Cronaca 

Terremoto, il sindaco di Cerignale: “Un boato, la paura. Poi siamo scappati tutti fuori”

Parla Massimo Castelli, primo cittadino del piccolo Comune con frazioni a metà tra la Val d’Aveto e l’Alta Valtrebbia che è stato epicentro del movimento tellurico di 4.2 di magnitudo: <Al momento non abbiamo verificato danni esteriori agli edifici, ma per ora restiamo tutti fuori dalle case. Gli addetti del Comune verificano il rispetto delle misure del decreto Covid>


Una seconda scossa di terremoto di magnitudo 3.5 è avvenuto nella zona: 5 km Est Cerignale (PC), alle 13:16 ad una profondità di 8 km. Il terremoto è stato localizzato da: Sala Sismica INGV-Roma.
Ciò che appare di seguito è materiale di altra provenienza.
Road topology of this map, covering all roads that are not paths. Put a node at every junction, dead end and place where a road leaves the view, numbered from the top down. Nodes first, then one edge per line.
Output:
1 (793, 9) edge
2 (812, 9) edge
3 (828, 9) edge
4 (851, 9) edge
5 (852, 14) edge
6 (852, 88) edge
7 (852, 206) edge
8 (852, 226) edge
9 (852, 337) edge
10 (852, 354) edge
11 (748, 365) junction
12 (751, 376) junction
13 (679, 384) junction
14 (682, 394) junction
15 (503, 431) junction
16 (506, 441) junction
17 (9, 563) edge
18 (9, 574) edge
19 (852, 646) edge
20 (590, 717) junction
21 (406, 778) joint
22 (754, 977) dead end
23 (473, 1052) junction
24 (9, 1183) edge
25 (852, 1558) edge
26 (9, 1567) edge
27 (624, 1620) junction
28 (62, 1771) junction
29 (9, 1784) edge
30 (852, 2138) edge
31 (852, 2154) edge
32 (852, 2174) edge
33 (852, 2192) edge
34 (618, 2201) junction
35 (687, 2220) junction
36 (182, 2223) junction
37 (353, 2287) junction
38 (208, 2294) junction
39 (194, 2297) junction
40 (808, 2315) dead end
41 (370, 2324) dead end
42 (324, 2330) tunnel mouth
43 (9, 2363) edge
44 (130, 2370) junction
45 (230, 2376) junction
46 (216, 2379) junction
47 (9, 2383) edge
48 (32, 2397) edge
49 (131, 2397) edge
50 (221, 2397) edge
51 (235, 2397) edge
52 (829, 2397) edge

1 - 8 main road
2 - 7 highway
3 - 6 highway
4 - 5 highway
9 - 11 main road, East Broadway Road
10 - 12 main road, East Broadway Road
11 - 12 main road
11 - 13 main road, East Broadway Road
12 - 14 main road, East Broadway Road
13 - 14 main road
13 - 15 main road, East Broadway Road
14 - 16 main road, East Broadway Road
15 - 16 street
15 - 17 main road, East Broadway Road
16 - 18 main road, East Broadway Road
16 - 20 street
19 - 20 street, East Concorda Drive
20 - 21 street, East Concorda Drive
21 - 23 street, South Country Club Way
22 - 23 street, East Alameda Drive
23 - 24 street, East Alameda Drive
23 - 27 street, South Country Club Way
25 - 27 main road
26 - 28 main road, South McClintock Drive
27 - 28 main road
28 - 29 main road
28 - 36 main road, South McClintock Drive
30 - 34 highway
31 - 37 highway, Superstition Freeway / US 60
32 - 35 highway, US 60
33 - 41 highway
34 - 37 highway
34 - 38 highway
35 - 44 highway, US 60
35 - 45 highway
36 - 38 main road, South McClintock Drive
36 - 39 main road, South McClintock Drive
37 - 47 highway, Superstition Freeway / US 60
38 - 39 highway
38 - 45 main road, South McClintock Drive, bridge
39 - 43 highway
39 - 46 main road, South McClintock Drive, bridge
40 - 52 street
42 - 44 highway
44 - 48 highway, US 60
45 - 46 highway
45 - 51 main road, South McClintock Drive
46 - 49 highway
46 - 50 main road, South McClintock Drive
Un forte boato, per fortuna breve. Il tempo di farsi gelare il sangue nelle vene, di farsi prendere dal panico e poi, d’istinto, scappare all’esterno delle case. I vetri nelle dispense che tintinnano, i lampadari che ondulano, la paura paralizza per qualche secondo e poi spinge a cercare la salvezza fuori dalla porta, senza nemmeno ricordare misure di sicurezza e decreto anti Covid. <Siamo tutti scappati fuori e per il momento non rientra nessuno nelle case – spiega Castelli -. Aspettiamo la Protezione civile>. Come sempre in questi casi si dovrà verificare l’integrità dei tubi del gas per individuare eventuali perdite e quella delle linee elettriche.

Il paese dell’Emilia Romagna, in provincia di Piacenza, al confine con la Liguria, 121 abitanti in tutto, molte seconde case per fortuna vuote perché usate soltanto nella stagione estiva, è stato scosso da un violento movimento tellurico questa mattina alle 11.42 di questa mattina. <Avevamo sentito forte anche la scossa di ieri sera, con epicentro Ferriere – dice il sindaco Castelli -. La scossa è stata forte, ma durata solo qualche secondo. Se fosse durata di più, probabilmente, i danni sarebbero stati consistenti. Ora i dipendenti del Comune sorvegliano che siano rispettate le misure di distanziamento sociale per la prevenzione del Coronavirus, ma al momento in tutto è prevalsa la paura. Abbiamo vissuto una sensazione di forte impotenza. Il boato è stato fortissimo, come un colpo di cannone che proveniva del sottosuolo>. La gente di Cerignale non ha memoria di un sisma di questa forza. Non si hanno notizie di danni al castello di Ceriseto, arroccato sul crinale sinistro della val d’Aveto, che risale al XI secolo.